Sodyumun değişken etkisi
Yüksek tansiyonu olan kişiler (ve bu ülkemizdeki yetişkin nüfusun yaklaşık üçte biri), günde 4-5 gr'a kadar tüketilen tuz miktarında bir düşüş gerçekten de baskıda bir azalmaya neden olabilir, ancak önemsiz: sistolikte 5 puan ve diyastolikte 3-4 (aşağıya bakınız - "Şekillerdeki Kan Basıncı"). Örneğin, "tuzsuz" haftadan sonraki basınç 145/90 ila 140/87 mm Hg arasında azalır - tabi ki bu değişiklik kan basıncını normale döndürmek için yeterli değildir. Normal kan basıncına sahip kişiler için, tuzun diyetten gelen kahramanca tuzdan arındırılması yoluyla sodyum alımını azaltma girişimi, ortalama 1-2 puanlık bir düşüşe neden olacaktır. Tonometre böyle küçük bir değişikliği bile düzeltemez. Çalışmalar, tuz başarısızlığının zaman aralıklarının kan basıncındaki değişmeyi etkilemeyeceğini göstermektedir. Muhtemelen bu, vücudun düşük bir tuz seviyesine adapte olmasından kaynaklanmaktadır. Bu nedenle, tuzun diyetten dışlanmasının, gelecekte yaşamın alışkanlık yolunda yapabileceğiniz bazı basit değişikliklerden daha az bir zamanda bile, tansiyonun seviyesini etkilediği ortaya çıkmaktadır. Günde 3 kez kepekli ürünler yiyin - ve sistolik basıncınız 6 puan azalır. Bir tatlı içeceği reddedin - sistolik 1,8 puan azalır ve diyastolik - 1.1 ile. Fazladan 3 pound düşürün - ve basınç sırasıyla 1,4 ve 1,1 puan azalacaktır. Ek olarak, tüm hipertansiflerin sadece% 50'si tuza, yani tuza toleranslı tepkimeye girer. Bu, onlar için tansiyon göstergelerinin artan veya azalan tuz alımı ile belirgin bir şekilde değiştiği anlamına gelir. Bu tuz duyarlılığı görünüşe göre kalıtsaldır. Bu özellik fazla kilolu kişilerde daha belirgindir ve daha çok yaşlılıkta görülür.
Eski ilaç
Yaşlı Romalı bilim adamı Pliny the Elder, dünyanın en önemli iki şeyin - şifacıların yüzyıllardır ilaç olarak kullandığı Güneş ve tuz - olduğunu iddia etti. Ve modern bilim adamları, tuzun reddedilmesinin sağlık açısından zararsız olduğunu savunuyorlar: sodyum alımındaki azalmanın, hem iyi hem de zararlı olan birçok farklı süreci tetiklediği açıktır. Örneğin, düşük bir sodyum içeriğinin, kolesterol ve trigliserit seviyesinde bir artışa yol açtığı bulunmuştur. Ve bu ciddi bir ateroskleroz riskidir. Ve tuzun korunmasında birkaç sebep daha:
- Tuz, Tip I diyabetli insanlar için hayati bir unsurdur. Kandaki şeker seviyesini dengelemeye ve böylelikle insülin ihtiyacını azaltmaya yardımcı olur.

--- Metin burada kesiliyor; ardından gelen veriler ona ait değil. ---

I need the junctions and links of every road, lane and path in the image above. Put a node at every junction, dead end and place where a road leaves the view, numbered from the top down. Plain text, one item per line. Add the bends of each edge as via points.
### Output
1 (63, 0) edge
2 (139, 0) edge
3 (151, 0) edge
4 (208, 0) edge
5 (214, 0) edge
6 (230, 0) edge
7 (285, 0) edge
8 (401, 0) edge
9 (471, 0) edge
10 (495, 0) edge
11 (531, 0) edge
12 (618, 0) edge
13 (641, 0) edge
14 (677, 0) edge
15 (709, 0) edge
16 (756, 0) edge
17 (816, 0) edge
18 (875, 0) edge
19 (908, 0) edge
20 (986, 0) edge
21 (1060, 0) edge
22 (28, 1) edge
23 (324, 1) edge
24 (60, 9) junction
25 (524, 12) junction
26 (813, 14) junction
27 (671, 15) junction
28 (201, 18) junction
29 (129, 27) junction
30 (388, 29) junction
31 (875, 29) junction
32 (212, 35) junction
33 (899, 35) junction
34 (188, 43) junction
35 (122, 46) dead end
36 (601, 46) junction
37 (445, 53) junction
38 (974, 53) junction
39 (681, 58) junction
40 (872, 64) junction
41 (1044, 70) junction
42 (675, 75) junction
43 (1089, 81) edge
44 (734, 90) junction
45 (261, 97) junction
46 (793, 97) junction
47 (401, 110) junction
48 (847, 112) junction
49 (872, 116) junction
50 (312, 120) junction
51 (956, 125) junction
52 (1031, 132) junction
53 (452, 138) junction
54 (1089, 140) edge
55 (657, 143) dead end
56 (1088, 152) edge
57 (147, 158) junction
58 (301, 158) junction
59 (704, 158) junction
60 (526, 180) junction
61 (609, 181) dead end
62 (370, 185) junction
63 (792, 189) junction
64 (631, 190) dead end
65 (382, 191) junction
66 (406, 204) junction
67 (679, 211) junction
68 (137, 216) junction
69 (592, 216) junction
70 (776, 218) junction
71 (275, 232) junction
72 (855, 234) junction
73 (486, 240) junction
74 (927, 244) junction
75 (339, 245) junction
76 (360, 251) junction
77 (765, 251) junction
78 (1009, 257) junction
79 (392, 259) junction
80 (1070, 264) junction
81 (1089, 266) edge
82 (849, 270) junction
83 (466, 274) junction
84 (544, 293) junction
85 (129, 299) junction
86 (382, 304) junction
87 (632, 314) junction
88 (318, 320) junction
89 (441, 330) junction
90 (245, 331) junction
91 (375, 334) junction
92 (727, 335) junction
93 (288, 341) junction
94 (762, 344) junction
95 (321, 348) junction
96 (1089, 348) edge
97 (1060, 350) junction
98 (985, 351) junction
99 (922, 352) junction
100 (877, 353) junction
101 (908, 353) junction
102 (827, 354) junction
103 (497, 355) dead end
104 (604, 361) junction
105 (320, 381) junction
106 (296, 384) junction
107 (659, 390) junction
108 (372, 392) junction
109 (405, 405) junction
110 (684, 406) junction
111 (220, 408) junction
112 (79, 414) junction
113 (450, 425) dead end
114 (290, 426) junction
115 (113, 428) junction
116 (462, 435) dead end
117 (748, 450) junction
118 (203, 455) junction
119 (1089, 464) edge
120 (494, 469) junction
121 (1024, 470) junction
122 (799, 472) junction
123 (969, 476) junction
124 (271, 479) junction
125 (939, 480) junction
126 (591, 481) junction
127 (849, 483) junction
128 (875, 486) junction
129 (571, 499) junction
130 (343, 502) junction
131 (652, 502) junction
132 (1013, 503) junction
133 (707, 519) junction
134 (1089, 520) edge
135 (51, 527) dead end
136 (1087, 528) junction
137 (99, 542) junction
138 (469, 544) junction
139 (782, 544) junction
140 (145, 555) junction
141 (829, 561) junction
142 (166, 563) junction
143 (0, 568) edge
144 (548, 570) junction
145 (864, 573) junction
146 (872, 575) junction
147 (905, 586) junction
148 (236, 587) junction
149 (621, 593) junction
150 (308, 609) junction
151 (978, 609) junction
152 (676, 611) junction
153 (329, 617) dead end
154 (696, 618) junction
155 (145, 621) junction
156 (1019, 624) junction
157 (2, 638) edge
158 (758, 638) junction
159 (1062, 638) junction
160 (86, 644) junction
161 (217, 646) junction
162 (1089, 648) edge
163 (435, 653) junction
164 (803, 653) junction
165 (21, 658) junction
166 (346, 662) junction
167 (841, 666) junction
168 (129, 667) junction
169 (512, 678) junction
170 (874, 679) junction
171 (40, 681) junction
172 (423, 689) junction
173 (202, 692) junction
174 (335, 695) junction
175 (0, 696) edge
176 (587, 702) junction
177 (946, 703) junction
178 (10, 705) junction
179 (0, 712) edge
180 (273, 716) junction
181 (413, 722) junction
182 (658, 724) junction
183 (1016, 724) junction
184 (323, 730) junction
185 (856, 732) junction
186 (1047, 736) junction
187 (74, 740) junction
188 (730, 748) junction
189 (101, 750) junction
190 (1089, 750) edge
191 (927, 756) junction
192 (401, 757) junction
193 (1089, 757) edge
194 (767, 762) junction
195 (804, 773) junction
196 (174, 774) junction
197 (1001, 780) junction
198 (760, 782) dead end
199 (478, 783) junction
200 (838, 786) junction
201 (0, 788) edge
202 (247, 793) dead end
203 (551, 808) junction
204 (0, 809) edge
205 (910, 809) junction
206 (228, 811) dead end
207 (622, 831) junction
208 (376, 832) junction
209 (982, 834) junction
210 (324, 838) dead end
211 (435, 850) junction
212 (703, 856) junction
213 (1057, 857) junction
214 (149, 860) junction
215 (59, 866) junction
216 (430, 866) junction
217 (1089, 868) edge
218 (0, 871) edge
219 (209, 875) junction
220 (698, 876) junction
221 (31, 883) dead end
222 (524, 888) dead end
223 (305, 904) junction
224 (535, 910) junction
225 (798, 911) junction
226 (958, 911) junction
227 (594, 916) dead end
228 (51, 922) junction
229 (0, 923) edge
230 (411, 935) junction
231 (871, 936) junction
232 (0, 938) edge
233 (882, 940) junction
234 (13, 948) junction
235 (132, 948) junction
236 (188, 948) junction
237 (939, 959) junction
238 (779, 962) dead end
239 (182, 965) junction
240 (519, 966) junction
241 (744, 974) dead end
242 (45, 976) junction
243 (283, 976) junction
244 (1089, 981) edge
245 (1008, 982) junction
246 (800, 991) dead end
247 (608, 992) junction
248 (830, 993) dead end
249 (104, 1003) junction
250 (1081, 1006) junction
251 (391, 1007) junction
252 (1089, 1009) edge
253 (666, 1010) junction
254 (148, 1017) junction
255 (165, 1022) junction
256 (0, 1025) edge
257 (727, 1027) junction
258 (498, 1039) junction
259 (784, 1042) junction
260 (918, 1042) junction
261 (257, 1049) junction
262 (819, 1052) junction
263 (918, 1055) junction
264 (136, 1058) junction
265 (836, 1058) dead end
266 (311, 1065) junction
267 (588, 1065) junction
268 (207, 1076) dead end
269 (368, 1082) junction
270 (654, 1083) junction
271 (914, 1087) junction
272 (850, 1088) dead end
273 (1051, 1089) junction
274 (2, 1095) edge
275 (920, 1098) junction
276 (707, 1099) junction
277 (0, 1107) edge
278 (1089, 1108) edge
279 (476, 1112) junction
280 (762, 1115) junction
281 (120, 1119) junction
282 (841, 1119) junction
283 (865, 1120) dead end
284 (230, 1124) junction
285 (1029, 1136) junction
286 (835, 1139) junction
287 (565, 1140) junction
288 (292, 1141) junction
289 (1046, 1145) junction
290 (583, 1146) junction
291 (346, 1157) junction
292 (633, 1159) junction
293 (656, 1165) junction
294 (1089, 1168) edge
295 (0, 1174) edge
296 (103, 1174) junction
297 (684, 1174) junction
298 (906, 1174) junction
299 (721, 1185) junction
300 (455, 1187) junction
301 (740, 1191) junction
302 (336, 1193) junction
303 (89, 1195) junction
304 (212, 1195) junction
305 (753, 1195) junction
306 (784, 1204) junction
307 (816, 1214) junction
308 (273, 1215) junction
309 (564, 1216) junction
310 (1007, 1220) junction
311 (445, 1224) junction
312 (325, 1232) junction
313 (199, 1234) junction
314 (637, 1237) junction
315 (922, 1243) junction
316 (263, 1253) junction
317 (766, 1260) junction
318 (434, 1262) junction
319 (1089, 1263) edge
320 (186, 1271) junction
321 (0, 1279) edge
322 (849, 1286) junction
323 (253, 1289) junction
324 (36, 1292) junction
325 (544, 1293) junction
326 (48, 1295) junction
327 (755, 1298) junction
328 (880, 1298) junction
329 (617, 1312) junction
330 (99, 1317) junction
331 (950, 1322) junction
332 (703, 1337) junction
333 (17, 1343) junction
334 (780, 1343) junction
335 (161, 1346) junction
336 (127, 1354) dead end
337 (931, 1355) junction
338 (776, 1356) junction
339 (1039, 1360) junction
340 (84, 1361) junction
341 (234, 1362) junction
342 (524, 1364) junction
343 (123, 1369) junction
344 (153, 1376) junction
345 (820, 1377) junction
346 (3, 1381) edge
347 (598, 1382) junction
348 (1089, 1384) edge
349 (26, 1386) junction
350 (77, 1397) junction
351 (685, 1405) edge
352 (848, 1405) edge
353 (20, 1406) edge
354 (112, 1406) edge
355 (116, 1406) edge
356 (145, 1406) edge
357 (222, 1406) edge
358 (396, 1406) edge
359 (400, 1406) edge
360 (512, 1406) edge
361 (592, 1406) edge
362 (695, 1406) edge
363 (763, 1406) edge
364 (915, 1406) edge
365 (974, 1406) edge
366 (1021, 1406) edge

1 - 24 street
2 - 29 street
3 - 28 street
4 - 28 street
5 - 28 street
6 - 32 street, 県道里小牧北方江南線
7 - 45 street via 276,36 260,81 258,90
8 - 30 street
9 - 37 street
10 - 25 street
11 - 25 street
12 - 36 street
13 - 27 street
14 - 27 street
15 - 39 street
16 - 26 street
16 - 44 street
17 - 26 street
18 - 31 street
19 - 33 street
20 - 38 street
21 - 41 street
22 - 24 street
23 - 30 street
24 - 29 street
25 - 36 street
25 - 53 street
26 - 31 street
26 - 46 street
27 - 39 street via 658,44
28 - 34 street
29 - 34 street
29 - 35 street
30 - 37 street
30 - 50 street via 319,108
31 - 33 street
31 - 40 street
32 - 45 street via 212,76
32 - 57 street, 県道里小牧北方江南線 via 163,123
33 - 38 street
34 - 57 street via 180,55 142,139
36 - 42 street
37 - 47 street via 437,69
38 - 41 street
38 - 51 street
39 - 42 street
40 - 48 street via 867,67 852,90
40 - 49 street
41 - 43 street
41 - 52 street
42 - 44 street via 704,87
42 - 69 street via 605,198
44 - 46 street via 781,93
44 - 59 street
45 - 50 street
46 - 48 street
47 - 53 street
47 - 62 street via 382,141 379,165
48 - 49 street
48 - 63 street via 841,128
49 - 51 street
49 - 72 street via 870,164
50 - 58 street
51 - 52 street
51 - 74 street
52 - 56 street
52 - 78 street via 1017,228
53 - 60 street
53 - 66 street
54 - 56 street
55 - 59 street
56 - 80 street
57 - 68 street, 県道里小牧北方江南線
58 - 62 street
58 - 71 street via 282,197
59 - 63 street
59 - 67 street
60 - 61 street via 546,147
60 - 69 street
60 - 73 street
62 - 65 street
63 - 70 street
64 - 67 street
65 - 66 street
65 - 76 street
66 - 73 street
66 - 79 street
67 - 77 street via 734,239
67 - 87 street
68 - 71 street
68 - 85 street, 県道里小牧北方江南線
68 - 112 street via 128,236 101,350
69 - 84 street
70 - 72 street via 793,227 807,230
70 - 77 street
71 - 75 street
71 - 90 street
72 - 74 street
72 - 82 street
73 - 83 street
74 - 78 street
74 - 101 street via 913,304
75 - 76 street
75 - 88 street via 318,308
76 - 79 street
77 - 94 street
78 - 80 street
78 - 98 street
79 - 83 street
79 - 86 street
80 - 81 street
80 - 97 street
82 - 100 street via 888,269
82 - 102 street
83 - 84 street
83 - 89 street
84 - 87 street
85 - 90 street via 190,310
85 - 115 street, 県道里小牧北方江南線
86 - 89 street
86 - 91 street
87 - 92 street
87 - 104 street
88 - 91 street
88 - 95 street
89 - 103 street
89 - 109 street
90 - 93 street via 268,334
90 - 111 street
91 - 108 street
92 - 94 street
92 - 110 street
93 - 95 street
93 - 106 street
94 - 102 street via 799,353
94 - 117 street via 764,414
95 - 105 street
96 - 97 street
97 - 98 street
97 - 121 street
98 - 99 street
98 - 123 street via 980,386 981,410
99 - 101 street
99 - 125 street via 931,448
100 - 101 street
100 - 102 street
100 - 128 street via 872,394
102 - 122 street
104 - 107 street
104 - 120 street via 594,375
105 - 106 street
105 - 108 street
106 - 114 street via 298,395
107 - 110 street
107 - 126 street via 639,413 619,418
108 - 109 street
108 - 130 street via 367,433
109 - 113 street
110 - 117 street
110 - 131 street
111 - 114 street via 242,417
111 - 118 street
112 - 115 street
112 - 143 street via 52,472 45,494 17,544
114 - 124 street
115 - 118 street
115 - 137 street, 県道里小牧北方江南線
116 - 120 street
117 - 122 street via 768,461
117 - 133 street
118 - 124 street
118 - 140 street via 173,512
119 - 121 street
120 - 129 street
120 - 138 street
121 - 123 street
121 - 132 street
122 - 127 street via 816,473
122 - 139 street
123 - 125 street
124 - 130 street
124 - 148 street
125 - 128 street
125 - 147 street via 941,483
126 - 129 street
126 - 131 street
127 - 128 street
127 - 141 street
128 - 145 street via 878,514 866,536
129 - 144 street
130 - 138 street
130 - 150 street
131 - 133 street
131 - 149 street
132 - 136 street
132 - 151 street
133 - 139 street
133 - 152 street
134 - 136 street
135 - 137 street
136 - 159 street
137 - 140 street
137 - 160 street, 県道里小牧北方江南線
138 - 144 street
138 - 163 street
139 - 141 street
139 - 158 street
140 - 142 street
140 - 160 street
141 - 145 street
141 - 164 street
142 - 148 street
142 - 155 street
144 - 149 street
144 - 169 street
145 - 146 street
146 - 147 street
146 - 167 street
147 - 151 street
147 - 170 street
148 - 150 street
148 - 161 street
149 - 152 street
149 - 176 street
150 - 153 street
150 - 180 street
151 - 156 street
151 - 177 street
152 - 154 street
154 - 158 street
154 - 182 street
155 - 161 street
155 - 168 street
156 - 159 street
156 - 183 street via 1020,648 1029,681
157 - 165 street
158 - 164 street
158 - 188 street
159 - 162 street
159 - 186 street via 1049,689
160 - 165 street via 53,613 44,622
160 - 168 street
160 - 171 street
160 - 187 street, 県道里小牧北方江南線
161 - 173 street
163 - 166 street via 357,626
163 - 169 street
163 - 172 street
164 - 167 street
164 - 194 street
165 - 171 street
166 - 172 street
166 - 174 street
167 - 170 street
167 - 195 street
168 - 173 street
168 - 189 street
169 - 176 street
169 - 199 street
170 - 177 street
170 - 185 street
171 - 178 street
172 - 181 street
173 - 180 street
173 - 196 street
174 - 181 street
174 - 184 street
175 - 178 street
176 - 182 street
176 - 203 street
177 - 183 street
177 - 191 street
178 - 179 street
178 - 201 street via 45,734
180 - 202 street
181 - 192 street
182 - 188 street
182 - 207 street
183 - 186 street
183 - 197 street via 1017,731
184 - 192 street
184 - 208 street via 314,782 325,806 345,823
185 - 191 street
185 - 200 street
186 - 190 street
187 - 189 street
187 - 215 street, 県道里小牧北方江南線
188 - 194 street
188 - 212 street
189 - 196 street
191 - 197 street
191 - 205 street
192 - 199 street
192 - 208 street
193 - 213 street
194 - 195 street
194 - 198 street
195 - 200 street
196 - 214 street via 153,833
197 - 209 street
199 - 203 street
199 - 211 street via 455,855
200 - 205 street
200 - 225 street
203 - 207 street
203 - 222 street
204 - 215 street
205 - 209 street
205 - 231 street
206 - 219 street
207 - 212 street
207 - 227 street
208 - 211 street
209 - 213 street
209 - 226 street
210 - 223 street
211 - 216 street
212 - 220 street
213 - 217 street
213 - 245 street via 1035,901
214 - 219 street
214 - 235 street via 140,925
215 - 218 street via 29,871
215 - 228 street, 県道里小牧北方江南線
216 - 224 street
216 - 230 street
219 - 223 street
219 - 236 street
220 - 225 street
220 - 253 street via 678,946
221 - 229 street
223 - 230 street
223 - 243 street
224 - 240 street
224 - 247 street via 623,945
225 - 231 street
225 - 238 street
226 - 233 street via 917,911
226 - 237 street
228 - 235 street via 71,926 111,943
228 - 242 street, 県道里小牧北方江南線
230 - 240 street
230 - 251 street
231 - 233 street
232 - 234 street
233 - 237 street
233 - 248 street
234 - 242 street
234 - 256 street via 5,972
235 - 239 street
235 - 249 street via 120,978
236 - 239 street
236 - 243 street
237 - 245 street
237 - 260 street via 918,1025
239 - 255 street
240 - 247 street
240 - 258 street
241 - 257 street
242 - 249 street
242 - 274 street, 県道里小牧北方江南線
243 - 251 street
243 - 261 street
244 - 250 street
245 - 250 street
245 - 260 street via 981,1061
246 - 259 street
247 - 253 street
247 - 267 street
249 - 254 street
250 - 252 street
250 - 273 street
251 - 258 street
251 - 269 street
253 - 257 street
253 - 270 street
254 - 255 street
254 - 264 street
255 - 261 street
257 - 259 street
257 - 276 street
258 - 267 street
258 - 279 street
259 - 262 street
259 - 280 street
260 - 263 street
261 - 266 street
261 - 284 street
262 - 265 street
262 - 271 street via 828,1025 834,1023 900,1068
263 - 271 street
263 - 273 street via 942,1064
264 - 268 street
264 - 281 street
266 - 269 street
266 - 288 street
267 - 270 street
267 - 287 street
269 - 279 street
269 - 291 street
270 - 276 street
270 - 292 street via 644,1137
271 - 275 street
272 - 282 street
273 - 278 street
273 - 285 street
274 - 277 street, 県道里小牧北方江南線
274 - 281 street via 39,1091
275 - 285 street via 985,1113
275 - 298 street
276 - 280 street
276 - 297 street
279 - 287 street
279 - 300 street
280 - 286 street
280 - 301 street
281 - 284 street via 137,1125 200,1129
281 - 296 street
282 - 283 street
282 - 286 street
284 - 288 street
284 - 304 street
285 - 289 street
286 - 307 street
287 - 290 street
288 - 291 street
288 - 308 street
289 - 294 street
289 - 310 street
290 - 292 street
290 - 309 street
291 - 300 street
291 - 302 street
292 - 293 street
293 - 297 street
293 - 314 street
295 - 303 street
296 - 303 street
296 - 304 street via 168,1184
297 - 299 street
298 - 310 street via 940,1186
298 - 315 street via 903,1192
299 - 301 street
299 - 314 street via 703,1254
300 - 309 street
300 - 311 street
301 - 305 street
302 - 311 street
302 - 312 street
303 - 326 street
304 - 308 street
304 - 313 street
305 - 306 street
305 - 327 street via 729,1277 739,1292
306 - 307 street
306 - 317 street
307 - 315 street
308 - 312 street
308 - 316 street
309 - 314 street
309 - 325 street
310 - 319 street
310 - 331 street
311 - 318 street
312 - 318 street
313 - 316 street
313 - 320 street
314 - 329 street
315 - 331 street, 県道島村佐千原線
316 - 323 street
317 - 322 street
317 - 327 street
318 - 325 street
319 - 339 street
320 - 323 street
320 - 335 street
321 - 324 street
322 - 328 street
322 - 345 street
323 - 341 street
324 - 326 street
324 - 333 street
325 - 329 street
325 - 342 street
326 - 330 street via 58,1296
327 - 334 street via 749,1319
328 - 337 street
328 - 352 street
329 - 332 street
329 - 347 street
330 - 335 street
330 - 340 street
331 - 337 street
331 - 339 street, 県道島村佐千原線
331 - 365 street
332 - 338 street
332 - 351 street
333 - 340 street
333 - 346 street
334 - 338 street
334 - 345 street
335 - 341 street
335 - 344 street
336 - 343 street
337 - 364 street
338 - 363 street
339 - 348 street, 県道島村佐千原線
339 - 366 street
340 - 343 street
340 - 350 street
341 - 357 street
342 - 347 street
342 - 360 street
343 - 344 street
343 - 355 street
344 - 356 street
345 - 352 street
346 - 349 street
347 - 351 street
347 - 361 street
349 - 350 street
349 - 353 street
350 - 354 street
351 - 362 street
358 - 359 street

- Tuz antidepresan özelliklere sahiptir. İngiliz bilim adamlarının çoğu insanın gıdalardaki aşırı tuz tüketimini ve tuzlu atıştırmalıklar için isteklerini - cips, fındık, çörek vb.
- Beyinde serotonin ve melatonin seviyelerini (mutluluk ve zevk hormonları) korumak için tuz gereklidir. Su zehirli atıkların vücutlarını temizlediğinde, tuz dokularda gerekli miktarda sıvı tutmaya yardımcı olur. Ve triptofan ve tirozin gibi yeri doldurulamaz amino asitleri kaybetmekten kaçının. Ve eğer hücreler arası alanda yeterli miktarda nem varsa, bu amino asitler serotonin ve melatonin üretimi için tamamen kullanılır.
- Özellikle hücre hücreleri için önemli olan hücre içi ortamda asitliği düzenlemek için tuz gereklidir. Bu yüzden tuzsuz diyetler ve tuzları ve mineralleri vücuttan uzaklaştıran diüretiklerin kullanımı Alzheimer riskini artırır.
- Tam sindirim için tuz kesinlikle gereklidir. Ama - en önemlisi - ilaç ya da zehir tuzunun miktarı yaptığını hatırlamanız gerekir!
Gıdada ne tür bir tuz kullanılırsa kullanılsın, onun yararı ya da yararı size kalmış.